**About this task**
What lines below contain the word "ring"? Please pull each one out.

##### Supplied data

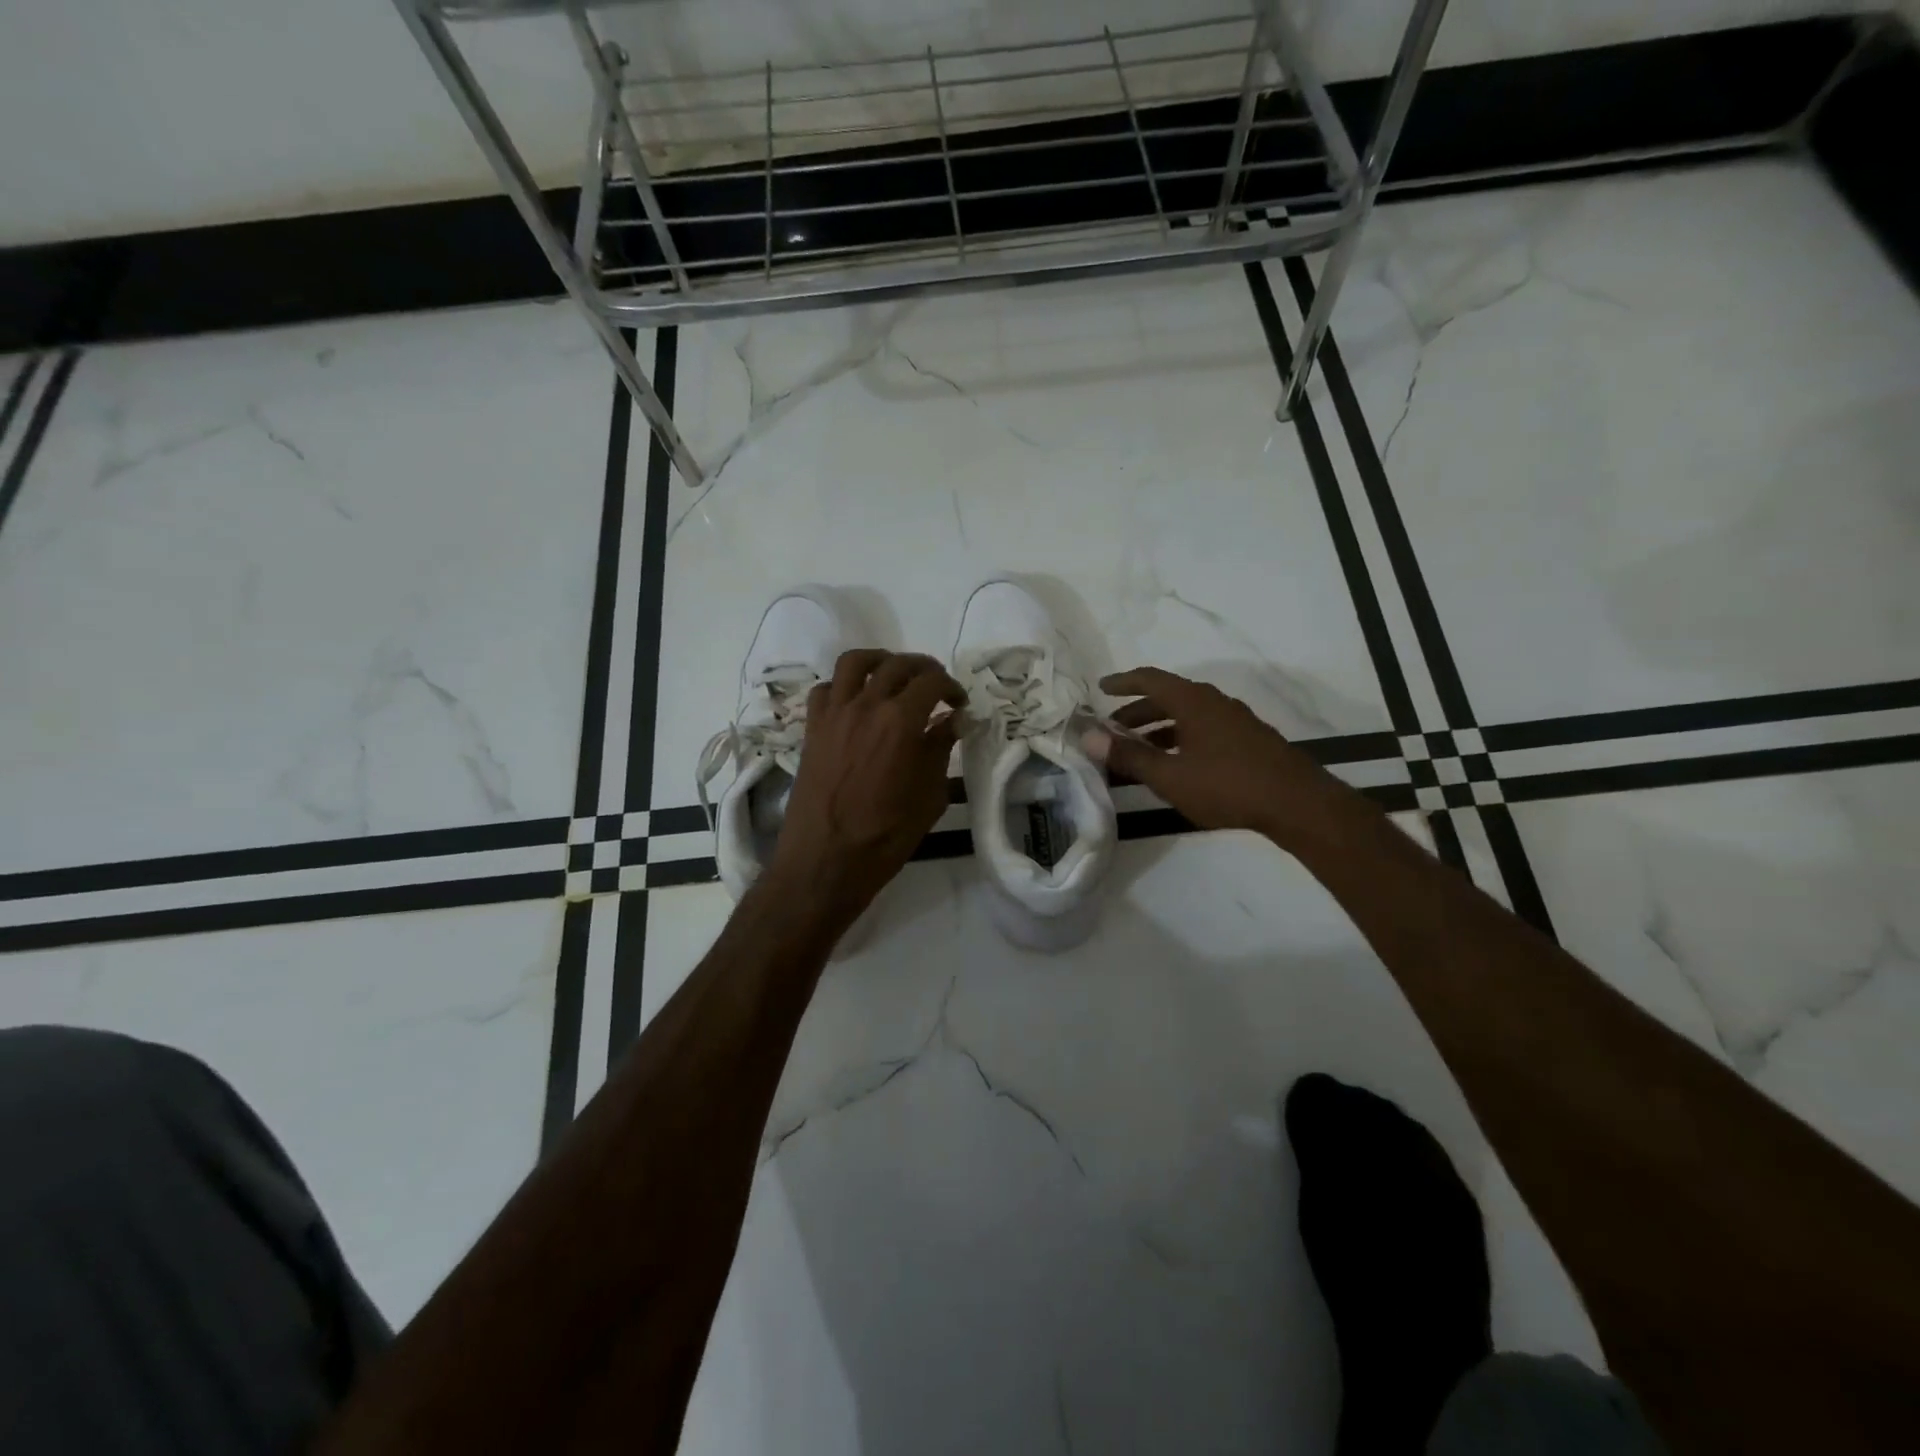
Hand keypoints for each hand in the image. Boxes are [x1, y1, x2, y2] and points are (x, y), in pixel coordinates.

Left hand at [768, 650, 965, 920]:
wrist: (825, 860)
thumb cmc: (885, 835)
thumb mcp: (929, 796)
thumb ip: (940, 750)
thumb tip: (953, 721)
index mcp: (901, 721)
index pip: (932, 681)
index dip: (952, 687)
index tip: (960, 704)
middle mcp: (865, 705)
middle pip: (897, 664)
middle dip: (923, 669)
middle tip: (935, 687)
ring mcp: (833, 714)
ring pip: (854, 662)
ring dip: (880, 661)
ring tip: (893, 675)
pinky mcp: (812, 729)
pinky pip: (825, 689)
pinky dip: (843, 686)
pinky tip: (856, 702)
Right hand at [1087, 667, 1360, 847]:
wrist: (1297, 803)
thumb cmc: (1227, 785)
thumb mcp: (1170, 775)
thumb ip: (1128, 756)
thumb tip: (1088, 736)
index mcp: (1193, 701)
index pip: (1150, 679)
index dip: (1122, 682)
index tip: (1100, 688)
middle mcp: (1214, 702)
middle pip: (1168, 697)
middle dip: (1137, 711)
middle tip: (1112, 729)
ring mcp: (1234, 720)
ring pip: (1186, 716)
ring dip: (1158, 728)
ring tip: (1138, 751)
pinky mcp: (1247, 740)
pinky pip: (1202, 729)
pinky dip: (1180, 738)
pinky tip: (1175, 765)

##########

**Exercise output**
ring mcp: (833, 714)
ring pip: (854, 662)
ring dip: (880, 661)
ring tip: (893, 675)
ring mcp: (1234, 720)
ring pip: (1186, 716)
ring dip: (1158, 728)
ring tip: (1138, 751)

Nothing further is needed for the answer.